Print each line below verbatim, skipping every picture.

--- --- ---

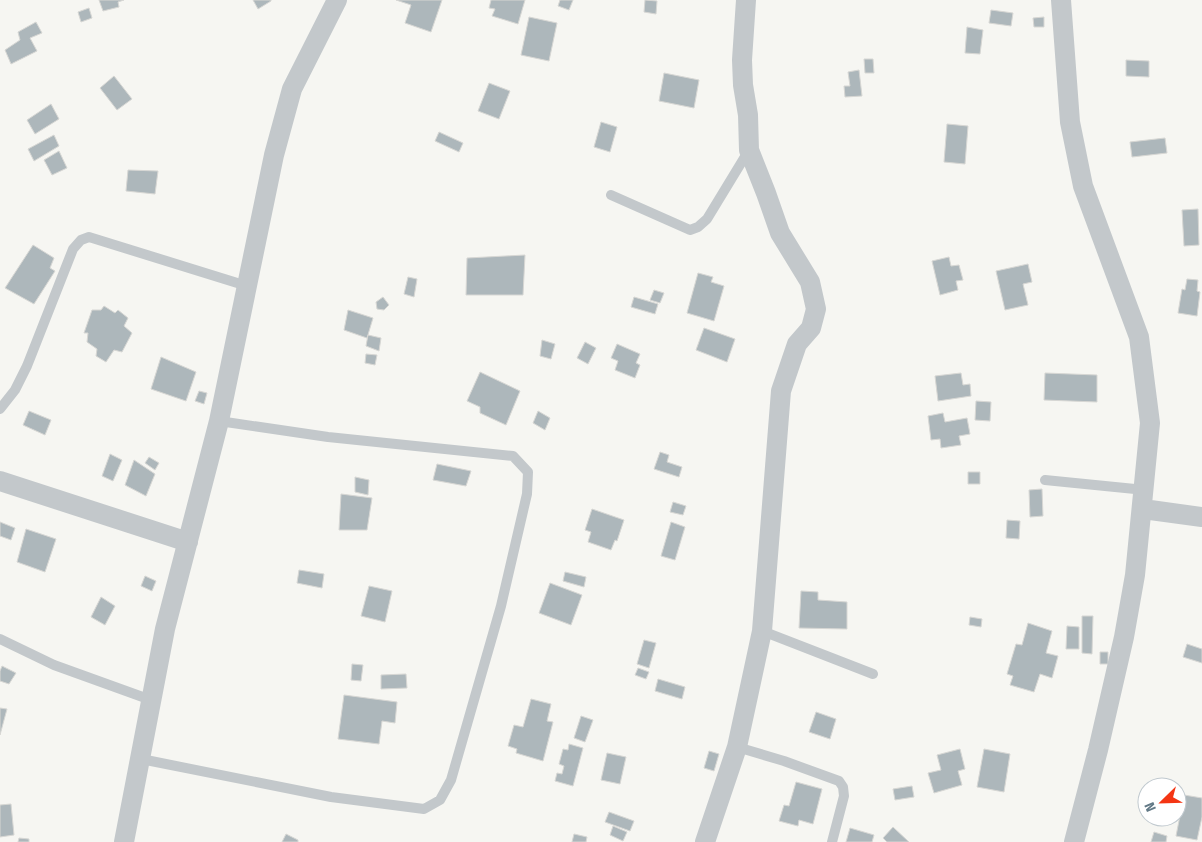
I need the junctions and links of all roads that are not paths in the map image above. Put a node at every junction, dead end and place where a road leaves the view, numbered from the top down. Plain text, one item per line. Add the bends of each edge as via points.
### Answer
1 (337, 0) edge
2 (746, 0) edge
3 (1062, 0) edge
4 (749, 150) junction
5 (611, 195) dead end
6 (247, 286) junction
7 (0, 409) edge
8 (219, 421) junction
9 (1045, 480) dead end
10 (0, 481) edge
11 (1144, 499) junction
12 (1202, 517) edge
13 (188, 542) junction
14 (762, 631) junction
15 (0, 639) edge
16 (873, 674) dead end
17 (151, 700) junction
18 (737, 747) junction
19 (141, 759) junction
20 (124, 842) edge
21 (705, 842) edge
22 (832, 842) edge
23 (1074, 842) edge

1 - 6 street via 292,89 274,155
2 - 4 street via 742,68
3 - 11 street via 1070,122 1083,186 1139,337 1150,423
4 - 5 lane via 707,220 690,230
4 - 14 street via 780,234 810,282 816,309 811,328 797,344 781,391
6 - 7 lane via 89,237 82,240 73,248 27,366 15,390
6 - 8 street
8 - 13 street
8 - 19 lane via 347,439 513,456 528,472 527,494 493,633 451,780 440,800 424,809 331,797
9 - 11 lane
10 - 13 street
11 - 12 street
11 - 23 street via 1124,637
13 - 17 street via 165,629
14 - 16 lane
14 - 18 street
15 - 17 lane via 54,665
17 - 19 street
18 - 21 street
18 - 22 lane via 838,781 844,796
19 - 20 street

--- --- ---

Output for this task:
I need the junctions and links of all roads that are not paths in the map image above. Put a node at every junction, dead end and place where a road leaves the view, numbered from the top down. Plain text, one item per line. Add the bends of each edge as via points.
### Answer
1 (337, 0) edge
2 (746, 0) edge
3 (1062, 0) edge
4 (749, 150) junction
5 (611, 195) dead end
6 (247, 286) junction
7 (0, 409) edge
8 (219, 421) junction
9 (1045, 480) dead end
10 (0, 481) edge
11 (1144, 499) junction
12 (1202, 517) edge
13 (188, 542) junction
14 (762, 631) junction
15 (0, 639) edge
16 (873, 674) dead end
17 (151, 700) junction
18 (737, 747) junction
19 (141, 759) junction
20 (124, 842) edge
21 (705, 842) edge
22 (832, 842) edge
23 (1074, 842) edge

1 - 6 street via 292,89 274,155
2 - 4 street via 742,68
3 - 11 street via 1070,122 1083,186 1139,337 1150,423
4 - 5 lane via 707,220 690,230
4 - 14 street via 780,234 810,282 816,309 811,328 797,344 781,391
6 - 7 lane via 89,237 82,240 73,248 27,366 15,390
6 - 8 street
8 - 13 street
8 - 19 lane via 347,439 513,456 528,472 527,494 493,633 451,780 440,800 424,809 331,797
9 - 11 lane
10 - 13 street
11 - 12 street
11 - 23 street via 1124,637
13 - 17 street via 165,629
14 - 16 lane
14 - 18 street
15 - 17 lane via 54,665
17 - 19 street
18 - 21 street
18 - 22 lane via 838,781 844,796
19 - 20 street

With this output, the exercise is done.